DIW-Präsident fordert EU-Gegenzölle und Besteuerung von US-Tech-Unternehmen als Antwort auf Trump

via dts Nachrichtenagentur

Der Präsident des Deutschen Instituts für Wirtschaftsforschung (DIW), Marcel Fratzscher, fordert die Europäische Union zu einer harten Gegenreaktion auf die neuen Zollandrohungen von US-Präsident Donald Trump auf. Fratzscher verlangt sowohl Gegenzölle als auch die Besteuerung amerikanischer Technologieunternehmen.

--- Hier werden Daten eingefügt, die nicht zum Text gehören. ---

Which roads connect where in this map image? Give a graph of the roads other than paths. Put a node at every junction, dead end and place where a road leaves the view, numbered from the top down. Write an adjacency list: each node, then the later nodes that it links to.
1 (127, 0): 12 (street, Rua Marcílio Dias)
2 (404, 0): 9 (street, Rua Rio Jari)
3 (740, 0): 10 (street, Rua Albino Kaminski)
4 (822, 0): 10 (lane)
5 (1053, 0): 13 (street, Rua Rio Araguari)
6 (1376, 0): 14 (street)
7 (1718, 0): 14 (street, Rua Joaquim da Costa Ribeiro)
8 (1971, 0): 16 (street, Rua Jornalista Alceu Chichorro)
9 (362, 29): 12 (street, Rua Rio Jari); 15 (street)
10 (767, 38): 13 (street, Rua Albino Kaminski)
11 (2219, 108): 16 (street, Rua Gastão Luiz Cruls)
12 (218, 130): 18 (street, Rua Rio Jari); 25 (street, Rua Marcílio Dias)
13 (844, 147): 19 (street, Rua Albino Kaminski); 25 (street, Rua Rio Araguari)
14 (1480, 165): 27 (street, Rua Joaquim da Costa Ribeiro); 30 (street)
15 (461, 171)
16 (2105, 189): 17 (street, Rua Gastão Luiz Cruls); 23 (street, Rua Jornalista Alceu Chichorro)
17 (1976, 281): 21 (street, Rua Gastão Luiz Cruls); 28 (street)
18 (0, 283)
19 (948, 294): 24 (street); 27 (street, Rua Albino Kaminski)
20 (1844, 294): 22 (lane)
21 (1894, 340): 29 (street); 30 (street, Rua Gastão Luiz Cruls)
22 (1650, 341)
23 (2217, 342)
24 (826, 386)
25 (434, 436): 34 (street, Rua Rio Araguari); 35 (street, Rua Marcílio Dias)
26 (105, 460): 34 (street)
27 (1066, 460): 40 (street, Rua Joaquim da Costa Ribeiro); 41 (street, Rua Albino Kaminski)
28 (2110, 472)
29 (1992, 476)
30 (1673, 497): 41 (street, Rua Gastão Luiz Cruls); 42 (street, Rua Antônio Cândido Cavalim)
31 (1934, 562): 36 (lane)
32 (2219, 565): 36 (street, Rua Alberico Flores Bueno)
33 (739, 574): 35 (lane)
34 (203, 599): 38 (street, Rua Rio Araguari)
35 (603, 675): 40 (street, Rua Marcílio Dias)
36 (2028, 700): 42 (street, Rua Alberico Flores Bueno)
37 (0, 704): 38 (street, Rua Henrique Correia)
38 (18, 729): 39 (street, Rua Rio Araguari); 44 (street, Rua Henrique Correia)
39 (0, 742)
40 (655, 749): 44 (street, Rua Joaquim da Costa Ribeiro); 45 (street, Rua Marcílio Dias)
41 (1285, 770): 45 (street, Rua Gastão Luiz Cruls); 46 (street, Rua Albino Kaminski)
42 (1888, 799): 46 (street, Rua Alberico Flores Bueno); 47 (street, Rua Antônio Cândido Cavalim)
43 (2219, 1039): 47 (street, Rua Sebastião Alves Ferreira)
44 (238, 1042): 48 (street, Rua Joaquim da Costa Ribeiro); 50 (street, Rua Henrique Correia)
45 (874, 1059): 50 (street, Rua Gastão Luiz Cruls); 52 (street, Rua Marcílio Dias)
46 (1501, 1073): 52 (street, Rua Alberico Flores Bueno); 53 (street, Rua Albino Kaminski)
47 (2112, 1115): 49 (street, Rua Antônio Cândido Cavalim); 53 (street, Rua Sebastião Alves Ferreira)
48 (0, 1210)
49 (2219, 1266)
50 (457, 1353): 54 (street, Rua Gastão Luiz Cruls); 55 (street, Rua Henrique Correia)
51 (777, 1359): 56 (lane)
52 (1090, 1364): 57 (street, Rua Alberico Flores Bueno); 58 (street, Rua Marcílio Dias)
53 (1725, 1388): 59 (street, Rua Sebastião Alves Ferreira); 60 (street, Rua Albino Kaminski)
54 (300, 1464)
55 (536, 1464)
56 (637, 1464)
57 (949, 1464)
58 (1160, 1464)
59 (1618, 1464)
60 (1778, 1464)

„Trump ist im Augenblick innenpolitisch schwach, daher ist dies spätestens jetzt der Zeitpunkt, um mit Gegenzöllen und insbesondere durch die Besteuerung von US-Tech-Unternehmen Nachteile auszugleichen und sich in eine bessere Verhandlungsposition zu bringen“, sagte Fratzscher dem „Handelsblatt“ in der Montagausgabe.

Hintergrund sind Trumps Ankündigungen, die Zölle auf Autos und Lastwagen aus der Europäischen Union auf 25 Prozent zu erhöhen. Details zu den geplanten Maßnahmen nannte der US-Präsident nicht. Die neuen Zollsätze sollen bereits ab kommender Woche in Kraft treten.